The crash occurred on November 24, though Jacob didn’t publish the video to his channel until December 23. During a flight from Santa Barbara’s Lompoc City Airport to Mammoth Lakes, Jacob’s Taylorcraft BL64 monoplane supposedly lost power, leading Jacob to dip the aircraft downward and jump with a parachute conveniently strapped to his back. But a vast number of people who have viewed and analyzed the video (plus Jacob’s prior behavior) think this isn’t what actually happened.
In the spirit of every average internet user who thinks themselves a career investigator when a new scandal emerges, let’s look at the facts.
Jacob is said to have been heading to Mammoth to snowboard and paraglide. Toward the beginning of his video (which I’m reluctant to link here as it would only amass more views), Jacob indicates that he’s also planning to spread the ashes of his late friend during the flight. To those who believe Jacob’s plane crash was a true accident, this appears to be motive enough for the voyage.

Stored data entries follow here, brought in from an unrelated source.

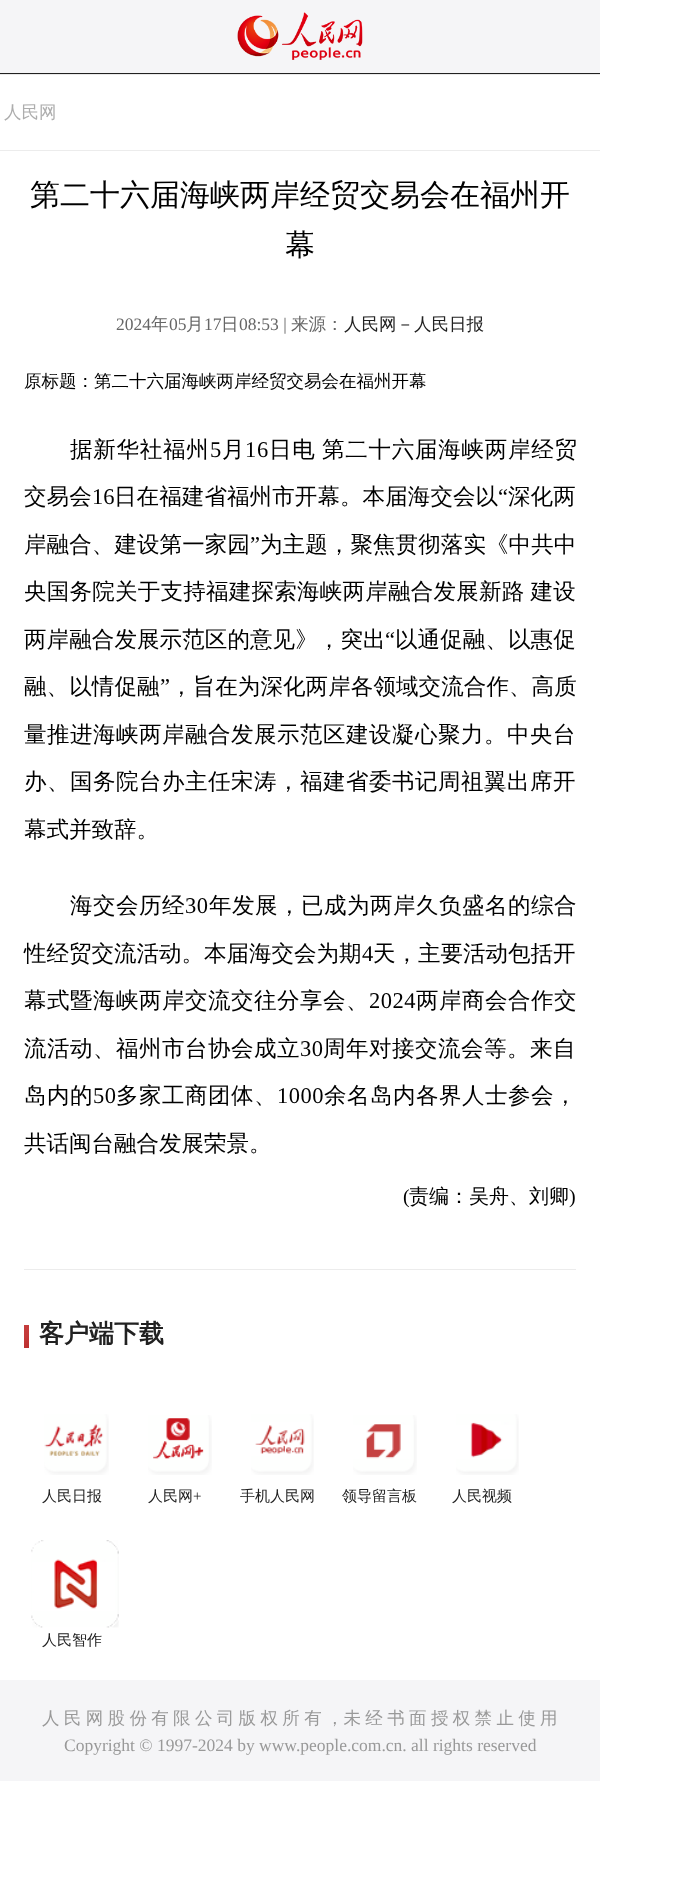 <svg xmlns="http://www.w3.org/2000/svg" width="688" height="1886" viewBox="0 0 688 1886">
  <defs>
    <linearGradient id="g1" gradientUnits="userSpaceOnUse" x1="19" y1="1329" x2="33" y2="1343"><stop offset="0" stop-color="#c53d3d"/><stop offset="0.49" stop-color="#c43a3a"/><stop offset="1" stop-color="#bb2d2d"/></linearGradient>
  </defs>
  <rect width="100%" height="100%" fill="#fff"/>
  <path d="M0 0h600v73H0z" fill="#f5f5f7"/>
  <path d="M0 73h600v1H0z" fill="#212121"/>
  <image x="237" y="12" width="126" height="48" href="img/1.png"/>
  <path d="M0 74h600v1H0z" fill="#e9e9e9"/>
  <path d="M0 150h600v1H0z" fill="#ececec"/>
  <path d="M24 1269h552v1H24z" fill="#ececec"/>
  <path d="M24 1325h5v23H24z" fill="url(#g1)"/>
  <image x="44" y="1414" width="65" height="61" href="img/2.png"/>
  <image x="148" y="1415" width="64" height="60" href="img/3.png"/>
  <image x="251" y="1414" width="63" height="61" href="img/4.png"/>
  <image x="353" y="1415" width="64" height="60" href="img/5.png"/>
  <image x="456" y="1414" width="63" height="61" href="img/6.png"/>
  <image x="31" y="1540" width="88" height="88" href="img/7.png"/>
  <path d="M0 1680h600v101H0z" fill="#f5f5f7"/>
  <text x="4" y="118" font-family="WenQuanYi Zen Hei" font-size="17.5" font-weight="500" fill="#adadad">人民网</text>
  <g font-family="WenQuanYi Zen Hei" font-size="30" font-weight="500" fill="#000">
    <text x="30" y="205">第二十六届海峡两岸经贸交易会在福州开</text>
    <text x="285" y="255">幕</text>
  </g>
  <text x="116" y="330" font-family="Liberation Serif" font-size="17.5" fill="#666">2024</text>
  <text x="151" y="330" font-family="WenQuanYi Zen Hei" font-size="17.5" font-weight="500" fill="#666">年</text>
  <text x="169" y="330" font-family="Liberation Serif" font-size="17.5" fill="#666">05</text>
  <text x="186" y="330" font-family="WenQuanYi Zen Hei" font-size="17.5" font-weight="500" fill="#666">月</text>
  <text x="204" y="330" font-family="Liberation Serif" font-size="17.5" fill="#666">17</text>
  <text x="221" y="330" font-family="WenQuanYi Zen Hei" font-size="17.5" font-weight="500" fill="#666">日</text>
  <text x="239" y="330" font-family="Liberation Serif" font-size="17.5" fill="#666">08:53 |</text>
  <text x="291" y="330" font-family="WenQuanYi Zen Hei" font-size="17.5" font-weight="500" fill="#666">来源：</text>
  <text x="344" y="330" font-family="WenQuanYi Zen Hei" font-size="17.5" font-weight="500" fill="#212121">人民网－人民日报</text>
  <text x="24" y="387" font-family="WenQuanYi Zen Hei" font-size="17.5" font-weight="500" fill="#000">原标题：第二十六届海峡两岸经贸交易会在福州开幕</text>
  <text x="70" y="457" font-family="WenQuanYi Zen Hei" font-size="22.5" font-weight="500" letter-spacing="0.75" fill="#000">据新华社福州</text>
  <text x="210" y="457" font-family="Liberation Serif" font-size="22.5" letter-spacing="0.75" fill="#000">5</text>
  <text x="222" y="457" font-family="WenQuanYi Zen Hei" font-size="22.5" font-weight="500" letter-spacing="0.75" fill="#000">月</text>
  <text x="245" y="457" font-family="Liberation Serif" font-size="22.5" letter-spacing="0.75" fill="#000">16</text>
  <text x="269" y="457" word-spacing="-1" font-family="WenQuanYi Zen Hei" font-size="22.5" font-weight="500" letter-spacing="0.75" fill="#000">日电 第二十六届海峡两岸经贸</text>
  <text x="24" y="504" font-family="WenQuanYi Zen Hei" font-size="22.5" font-weight="500" letter-spacing="0.1" fill="#000">交易会</text>
  <text x="92" y="504" font-family="Liberation Serif" font-size="22.5" letter-spacing="0.1" fill="#000">16</text>
  <text x="114" y="504" font-family="WenQuanYi Zen Hei" font-size="22.5" font-weight="500" letter-spacing="0.1" fill="#000">日在福建省福州市开幕。本届海交会以</text>
  <text x="498" y="504" font-family="Liberation Serif" font-size="22.5" letter-spacing="0.1" fill="#000">“</text>
  <g font-family="WenQuanYi Zen Hei" font-size="22.5" font-weight="500" letter-spacing="0.1" fill="#000">
    <text x="508" y="504">深化两</text>
    <text x="24" y="552">岸融合、建设第一家园</text>
  </g>
  <text x="250" y="552" font-family="Liberation Serif" font-size="22.5" letter-spacing="0.1" fill="#000">”</text>
  <text x="260" y="552" font-family="WenQuanYi Zen Hei" font-size="22.5" font-weight="500" letter-spacing="0.1" fill="#000">为主题，聚焦贯彻落实《中共中</text>
  <text x="24" y="599" word-spacing="-1" font-family="WenQuanYi Zen Hei" font-size="22.5" font-weight="500" letter-spacing="0.25" fill="#000">央国务院关于支持福建探索海峡两岸融合发展新路 建设</text>
  <text x="24" y="647" font-family="WenQuanYi Zen Hei" font-size="22.5" font-weight="500" letter-spacing="0.1" fill="#000">两岸融合发展示范区的意见》，突出</text>
  <text x="385" y="647" font-family="Liberation Serif" font-size="22.5" letter-spacing="0.1" fill="#000">“</text>
  <g font-family="WenQuanYi Zen Hei" font-size="22.5" font-weight="500" letter-spacing="0.1" fill="#000">
    <text x="395" y="647">以通促融、以惠促</text>
    <text x="24" y="694">融、以情促融</text>
  </g>
  <text x="160" y="694" font-family="Liberation Serif" font-size="22.5" letter-spacing="0.1" fill="#000">”</text>
  <text x="170" y="694" font-family="WenQuanYi Zen Hei" font-size="22.5" font-weight="500" letter-spacing="0.1" fill="#000">，旨在为深化两岸各领域交流合作、高质</text>
  <g font-family="WenQuanYi Zen Hei" font-size="22.5" font-weight="500" letter-spacing="0.5" fill="#000">
    <text x="24" y="742">量推进海峡两岸融合发展示范区建设凝心聚力。中央台</text>
    <text x="24" y="789">办、国务院台办主任宋涛，福建省委书记周祖翼出席开</text>
  </g>
  <text x="24" y="837" font-family="WenQuanYi Zen Hei" font-size="22.5" font-weight="500" fill="#000">幕式并致辞。</text>
  <text x="70" y="913" font-family="WenQuanYi Zen Hei" font-size="22.5" font-weight="500" letter-spacing="0.5" fill="#000">海交会历经</text>
  <text x="185" y="913" font-family="Liberation Serif" font-size="22.5" letter-spacing="0.5" fill="#000">30</text>
  <text x="209" y="913" font-family="WenQuanYi Zen Hei" font-size="22.5" font-weight="500" letter-spacing="0.5" fill="#000">年发展，已成为两岸久负盛名的综合</text>
  <text x="24" y="961" font-family="WenQuanYi Zen Hei" font-size="22.5" font-weight="500" fill="#000">性经贸交流活动。本届海交会为期</text>
  <text x="362" y="961" font-family="Liberation Serif" font-size="22.5" fill="#000">4</text>
  <text x="373" y="961" font-family="WenQuanYi Zen Hei" font-size="22.5" font-weight="500" fill="#000">天，主要活动包括开</text>
  <text x="24" y="1008" font-family="WenQuanYi Zen Hei" font-size="22.5" font-weight="500" letter-spacing="0.5" fill="#000">幕式暨海峡两岸交流交往分享会、</text>
  <text x="369" y="1008" font-family="Liberation Serif" font-size="22.5" letter-spacing="0.5" fill="#000">2024</text>
  <g font-family="WenQuanYi Zen Hei" font-size="22.5" font-weight="500" letter-spacing="0.5" fill="#000">
    <text x="416" y="1008">两岸商会合作交</text>
    <text x="24" y="1056">流活动、福州市台协会成立</text>
  </g>
  <text x="300" y="1056" font-family="Liberation Serif" font-size="22.5" letter-spacing="0.5" fill="#000">30</text>
  <g font-family="WenQuanYi Zen Hei" font-size="22.5" font-weight="500" letter-spacing="0.5" fill="#000">
    <text x="323" y="1056">周年对接交流会等。来自</text>
    <text x="24" y="1103">岛内的</text>
  </g>
  <text x="93" y="1103" font-family="Liberation Serif" font-size="22.5" letter-spacing="0.5" fill="#000">50</text>
  <text x="116" y="1103" font-family="WenQuanYi Zen Hei" font-size="22.5" font-weight="500" letter-spacing="0.5" fill="#000">多家工商团体、</text>
  <text x="277" y="1103" font-family="Liberation Serif" font-size="22.5" letter-spacing="0.5" fill="#000">1000</text>
  <text x="324" y="1103" font-family="WenQuanYi Zen Hei" font-size="22.5" font-weight="500" letter-spacing="0.5" fill="#000">余名岛内各界人士参会，</text>
  <text x="24" y="1151" font-family="WenQuanYi Zen Hei" font-size="22.5" font-weight="500" fill="#000">共话闽台融合发展荣景。</text>
  <text x="403" y="1203" font-family="Liberation Serif" font-size="20" fill="#000">(</text>
  <text x="409" y="1203" font-family="WenQuanYi Zen Hei" font-size="20" font-weight="500" fill="#000">责编：吴舟、刘卿</text>
  <text x="569" y="1203" font-family="Liberation Serif" font-size="20" fill="#000">)</text>
  <text x="39" y="1342" font-family="WenQuanYi Zen Hei" font-size="25" font-weight="bold" fill="#212121">客户端下载</text>
  <g font-family="WenQuanYi Zen Hei" font-size="15" font-weight="500" fill="#212121">
    <text x="42" y="1501">人民日报</text>
    <text x="148" y="1501">人民网</text>
  </g>
  <text x="193" y="1501" font-family="Liberation Serif" font-size="15" fill="#212121">+</text>
  <g font-family="WenQuanYi Zen Hei" font-size="15" font-weight="500" fill="#212121">
    <text x="240" y="1501">手机人民网</text>
    <text x="342" y="1501">领导留言板</text>
    <text x="452" y="1501">人民视频</text>
    <text x="42" y="1645">人民智作</text>
  </g>
  <text x="42" y="1724" word-spacing="-0.9" font-family="WenQuanYi Zen Hei" font-size="17.5" font-weight="500" fill="#999">人 民 网 股 份 有 限 公 司 版 权 所 有 ，未 经 书 面 授 权 禁 止 使 用</text>
  <text x="64" y="1751" font-family="Liberation Serif" font-size="17.5" fill="#999">Copyright © 1997-2024 by www.people.com.cn. all rights reserved</text>
</svg>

But as Jacob glides above the hills of Los Padres National Forest, the propeller at the front of the plane stops, and the craft itself takes a couple small dips. After a few minutes of flapping the door open and shut (and not performing any attempt at an emergency radio call or an engine restart, as some pilots have pointed out) Jacob decides to abandon ship. Jacob is sure to include multiple angles of his jump in his YouTube video.
How were these angles captured, you ask? Jacob had cameras attached to various parts of the plane’s exterior—one seemingly premeditated “clue” that isn’t quite as suspect as it sounds. Plenty of pilots strap cameras to the exterior of their small aircraft in pursuit of awe-inspiring footage, much like flying a drone. But awe-inspiring footage is Jacob’s forte; his whole YouTube channel revolves around gasp-worthy videos of him skateboarding across the United States or going to prison for train-hopping, which he’s also captured and shared online.
Once he’s on the ground, Jacob immediately heads toward his aircraft, perhaps to retrieve the cameras containing his next YouTube hit. By now Jacob has already shown that he’s bleeding in multiple places and lacks both cell service and drinking water; nevertheless he persists toward his plane. Jacob remains committed to filming his journey through dirt and dry bushes until he reaches a creek, shortly after which he sees a pair of headlights. At the end of the video, Jacob credits the farmers driving the car with saving his life.
Of course, none of this could have happened without the Taylorcraft BL64 itself, which Jacob purchased only a month prior to the crash. Sources say Jacob told the seller he was planning on doing “something special” with the plane; whether Jacob was referring to spreading his friend’s ashes or devising a crash, no one knows.
Luckily that isn’t the internet’s job to find out, either. The Federal Aviation Administration (FAA) and the National Transportation Safety Board (NTSB) are currently investigating the crash. Regardless of whether Jacob’s viewers believe his video was “cringey” or otherwise in bad taste, the FAA and NTSB are tasked with determining whether Jacob violated any flight rules or regulations. The agencies’ verdict could take more than a year to develop, though; in the meantime, it’s another big web debate.